Matrix-Free Finite Volume Kernels on a Dataflow Architecture
Ryuichi Sai, Francois P. Hamon, John Mellor-Crummey, Mauricio Araya-Polo
TL;DR
The paper addresses the memory bandwidth bottlenecks in implicit finite-volume simulations for geological CCS by proposing a matrix-free FV solver implemented on a dataflow wafer-scale architecture. It develops data mapping to a 2D fabric, a whole-fabric all-reduce, a 14-state conjugate gradient, and memory- and communication-oriented optimizations, achieving $ ( \mathbf{J} \mathbf{x})_K = \sum_{L \in \text{adj}(K)} \Upsilon_{KL} \lambda_{KL} (x_L - x_K)$ without assembling the full Jacobian. On a Cerebras CS-2, the implementation attains up to 1.217 PFLOPS and up to 427.82x speedup over GPU baselines, with nearly perfect weak scaling of the matrix-free kernel and favorable scalability for the CG as fabric size grows. These results demonstrate the viability of dataflow architectures for accelerating large-scale CCS subsurface flow simulations, potentially enabling faster design and simulation cycles.
Abstract
Fast and accurate numerical simulations are crucial for designing large-scale geological carbon storage projects ensuring safe long-term CO2 containment as a climate change mitigation strategy. These simulations involve solving numerous large and complex linear systems arising from the implicit Finite Volume (FV) discretization of PDEs governing subsurface fluid flow.
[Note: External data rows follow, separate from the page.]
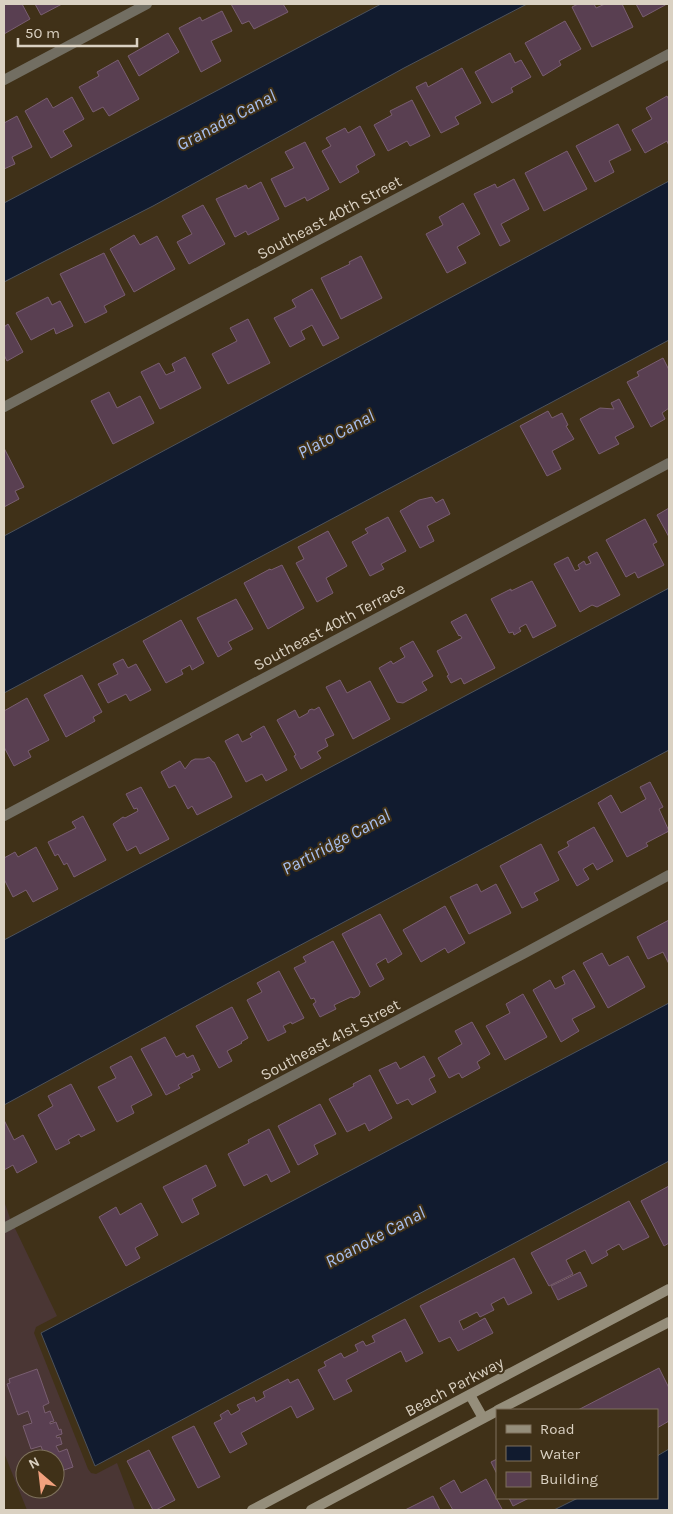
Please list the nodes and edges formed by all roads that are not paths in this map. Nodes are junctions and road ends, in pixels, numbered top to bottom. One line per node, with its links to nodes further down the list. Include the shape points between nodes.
1 (147, 4): 3 (street)
2 (669, 54): 4 (street, Southeast 40th Street)
3 (4, 80)
4 (4, 407)
5 (669, 463): 6 (street, Southeast 40th Terrace)
6 (4, 816)
7 (669, 875): 8 (street, Southeast 41st Street)
8 (4, 1228)
9 (669, 1289): 11 (street, Beach Parkway)
10 (669, 1322): 12 (street)
11 (470, 1395): 14 (street); 15 (street, Beach Parkway)
12 (501, 1409)
13 (496, 1412): 14 (street)
14 (483, 1418): 16 (street)
15 (252, 1510)
16 (311, 1510)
Compounded with highly detailed geomodels, solving linear systems is computationally and memory expensive, and accounts for the majority of the simulation time. Modern memory hierarchies are insufficient to meet the latency and bandwidth needs of large-scale numerical simulations. Therefore, exploring algorithms that can leverage alternative and balanced paradigms, such as dataflow and in-memory computing is crucial. This work introduces a matrix-free algorithm to solve FV-based linear systems using a dataflow architecture to significantly minimize memory latency and bandwidth bottlenecks. Our implementation achieves two orders of magnitude speedup compared to a GPGPU-based reference implementation, and up to 1.2 PFlops on a single dataflow device.